Always ask the user interactively before writing the blog post. Do not invent highlights or descriptions from code alone. Ask at minimum:

  • Which changes should be highlighted?
  • Is there a one-line description for the front-matter?
  • Any before/after CLI output examples to include?

Only proceed to write docs/blog/release-v<X-Y-Z>.md once you have the user's input.
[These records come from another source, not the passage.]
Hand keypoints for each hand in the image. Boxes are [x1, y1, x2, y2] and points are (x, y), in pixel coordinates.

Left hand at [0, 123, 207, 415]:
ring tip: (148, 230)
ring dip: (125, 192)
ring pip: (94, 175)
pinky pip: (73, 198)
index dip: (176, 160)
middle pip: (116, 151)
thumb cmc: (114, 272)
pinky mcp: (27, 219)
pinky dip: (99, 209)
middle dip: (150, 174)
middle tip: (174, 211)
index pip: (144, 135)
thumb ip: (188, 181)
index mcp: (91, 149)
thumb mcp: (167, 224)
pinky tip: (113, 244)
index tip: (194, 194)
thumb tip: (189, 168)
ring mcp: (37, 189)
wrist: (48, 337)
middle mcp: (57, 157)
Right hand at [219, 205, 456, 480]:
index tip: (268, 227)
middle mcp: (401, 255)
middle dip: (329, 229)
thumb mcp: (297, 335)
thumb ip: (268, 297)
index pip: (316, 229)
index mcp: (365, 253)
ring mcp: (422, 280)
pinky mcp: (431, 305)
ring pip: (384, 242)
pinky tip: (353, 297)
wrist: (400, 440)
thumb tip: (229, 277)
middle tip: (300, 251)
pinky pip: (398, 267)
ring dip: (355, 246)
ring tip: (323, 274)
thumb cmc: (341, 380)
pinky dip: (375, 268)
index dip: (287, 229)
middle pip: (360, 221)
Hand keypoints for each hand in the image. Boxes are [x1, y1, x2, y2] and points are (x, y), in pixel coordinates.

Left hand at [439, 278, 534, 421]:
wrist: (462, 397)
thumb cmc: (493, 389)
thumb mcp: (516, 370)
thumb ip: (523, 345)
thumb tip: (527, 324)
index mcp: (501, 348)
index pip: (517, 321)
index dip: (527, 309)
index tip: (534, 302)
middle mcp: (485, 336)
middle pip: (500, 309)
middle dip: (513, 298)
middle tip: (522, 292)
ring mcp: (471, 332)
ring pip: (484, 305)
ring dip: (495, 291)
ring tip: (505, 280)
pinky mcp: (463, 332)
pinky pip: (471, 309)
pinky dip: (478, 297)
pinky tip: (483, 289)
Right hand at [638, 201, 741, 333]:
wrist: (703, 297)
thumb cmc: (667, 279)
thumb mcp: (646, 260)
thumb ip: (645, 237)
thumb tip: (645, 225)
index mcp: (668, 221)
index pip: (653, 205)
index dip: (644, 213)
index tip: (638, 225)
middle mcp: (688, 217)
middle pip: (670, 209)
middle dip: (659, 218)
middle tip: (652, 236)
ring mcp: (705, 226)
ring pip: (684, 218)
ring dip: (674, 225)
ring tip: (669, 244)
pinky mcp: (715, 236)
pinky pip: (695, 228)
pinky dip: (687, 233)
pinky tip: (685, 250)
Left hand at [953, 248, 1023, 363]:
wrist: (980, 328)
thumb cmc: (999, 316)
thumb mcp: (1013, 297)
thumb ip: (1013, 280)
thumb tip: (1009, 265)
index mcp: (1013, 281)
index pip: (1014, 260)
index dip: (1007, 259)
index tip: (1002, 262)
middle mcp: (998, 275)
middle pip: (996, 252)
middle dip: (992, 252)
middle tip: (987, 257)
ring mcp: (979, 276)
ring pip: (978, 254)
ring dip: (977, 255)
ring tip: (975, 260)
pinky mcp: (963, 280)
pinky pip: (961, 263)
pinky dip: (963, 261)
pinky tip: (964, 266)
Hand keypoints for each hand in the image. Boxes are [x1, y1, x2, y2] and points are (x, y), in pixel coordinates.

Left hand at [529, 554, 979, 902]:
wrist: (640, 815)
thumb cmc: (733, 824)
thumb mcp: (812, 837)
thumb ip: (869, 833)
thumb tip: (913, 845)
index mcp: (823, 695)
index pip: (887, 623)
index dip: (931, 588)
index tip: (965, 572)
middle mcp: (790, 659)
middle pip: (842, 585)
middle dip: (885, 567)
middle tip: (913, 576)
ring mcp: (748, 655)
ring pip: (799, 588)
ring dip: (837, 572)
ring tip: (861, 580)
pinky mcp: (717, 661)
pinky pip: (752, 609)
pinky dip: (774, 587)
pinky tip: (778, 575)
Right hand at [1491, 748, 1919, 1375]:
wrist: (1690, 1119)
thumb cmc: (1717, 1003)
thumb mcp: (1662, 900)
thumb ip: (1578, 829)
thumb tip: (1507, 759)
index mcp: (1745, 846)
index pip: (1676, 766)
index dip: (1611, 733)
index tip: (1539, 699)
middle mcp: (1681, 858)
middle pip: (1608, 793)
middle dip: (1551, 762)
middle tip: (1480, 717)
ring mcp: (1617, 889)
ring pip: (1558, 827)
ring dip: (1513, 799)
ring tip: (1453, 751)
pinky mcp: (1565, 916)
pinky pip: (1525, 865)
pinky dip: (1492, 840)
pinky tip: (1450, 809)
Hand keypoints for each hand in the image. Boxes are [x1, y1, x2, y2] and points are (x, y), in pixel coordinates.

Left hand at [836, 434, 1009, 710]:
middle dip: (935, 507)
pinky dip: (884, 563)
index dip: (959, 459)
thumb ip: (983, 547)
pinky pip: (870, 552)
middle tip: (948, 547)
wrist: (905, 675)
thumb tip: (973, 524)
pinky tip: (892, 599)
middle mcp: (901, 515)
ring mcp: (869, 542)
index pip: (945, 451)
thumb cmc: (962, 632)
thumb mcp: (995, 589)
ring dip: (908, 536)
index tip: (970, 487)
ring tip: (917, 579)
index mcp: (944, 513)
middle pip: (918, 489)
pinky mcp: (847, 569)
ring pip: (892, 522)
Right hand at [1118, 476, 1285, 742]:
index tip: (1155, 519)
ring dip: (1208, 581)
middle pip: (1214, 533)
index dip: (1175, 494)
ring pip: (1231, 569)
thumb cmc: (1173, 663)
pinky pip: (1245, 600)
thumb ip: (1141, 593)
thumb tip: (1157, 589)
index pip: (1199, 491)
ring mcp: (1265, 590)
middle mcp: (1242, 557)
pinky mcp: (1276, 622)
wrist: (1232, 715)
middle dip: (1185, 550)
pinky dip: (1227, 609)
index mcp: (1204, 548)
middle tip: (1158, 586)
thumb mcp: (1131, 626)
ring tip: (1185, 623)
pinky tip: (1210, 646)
Release type Blog post Location
Major Required (written by hand — CI stub automates the skeleton) docs/blog/release-vX-0-0.md
Minor Required docs/blog/release-vX-Y-0.md
Patch Optional GitHub Release body is sufficient

For minor/major releases update docs/blog/index.md to add a row in the version table:

| [vX.Y.Z](./release-vX-Y-Z) | One-line highlights |

Development notes

  • TypeScript throughout — no .js files in src/.
  • Bun executes .ts files directly; no transpilation step is needed to run the CLI locally (bun github-code-search.ts query ...).
  • The --exclude-repositories and --exclude-extracts options accept both short (repoName) and long (org/repoName) forms — this normalisation happens in aggregate.ts.
  • The --group-by-team-prefix option requires a read:org GitHub token scope; this is documented in README.md.
  • The upgrade subcommand replaces the running binary in-place using src/upgrade.ts; be careful with filesystem operations there.
  • After a successful upgrade, refreshCompletions() (in src/upgrade.ts) silently overwrites the existing completion file if one is already present. It never creates a file from scratch — installation is the user's responsibility (via install.sh or the completions subcommand).
  • The completions subcommand (in github-code-search.ts) prints the completion script for the detected (or specified) shell to stdout. It is a thin wrapper around generateCompletion() in src/completions.ts.
  • Shell-integration tests for install.sh live in install.test.bats and require bats-core. Run them with bun run test:bats. The CI runs them in a dedicated test-bats job using bats-core/bats-action.
  • picocolors is the only styling dependency; do not add chalk or similar.
  • Keep knip clean: every exported symbol must be used; every import must resolve.
  • The --pick-team option is repeatable (Commander collect function); each assignment resolves one combined section label to a single team. A warning is emitted on stderr when a label is not found.
  • src/render/team-pick.ts is a pure module (no I/O) and must be consumed only via the src/render.ts façade — it is imported directly inside render.ts for internal use but is not re-exported publicly (knip would flag it).
  • RepoGroup.pickedFrom (optional field in src/types.ts) tracks the combined label a repo was moved from; future split-mode features will use this to offer re-assignment.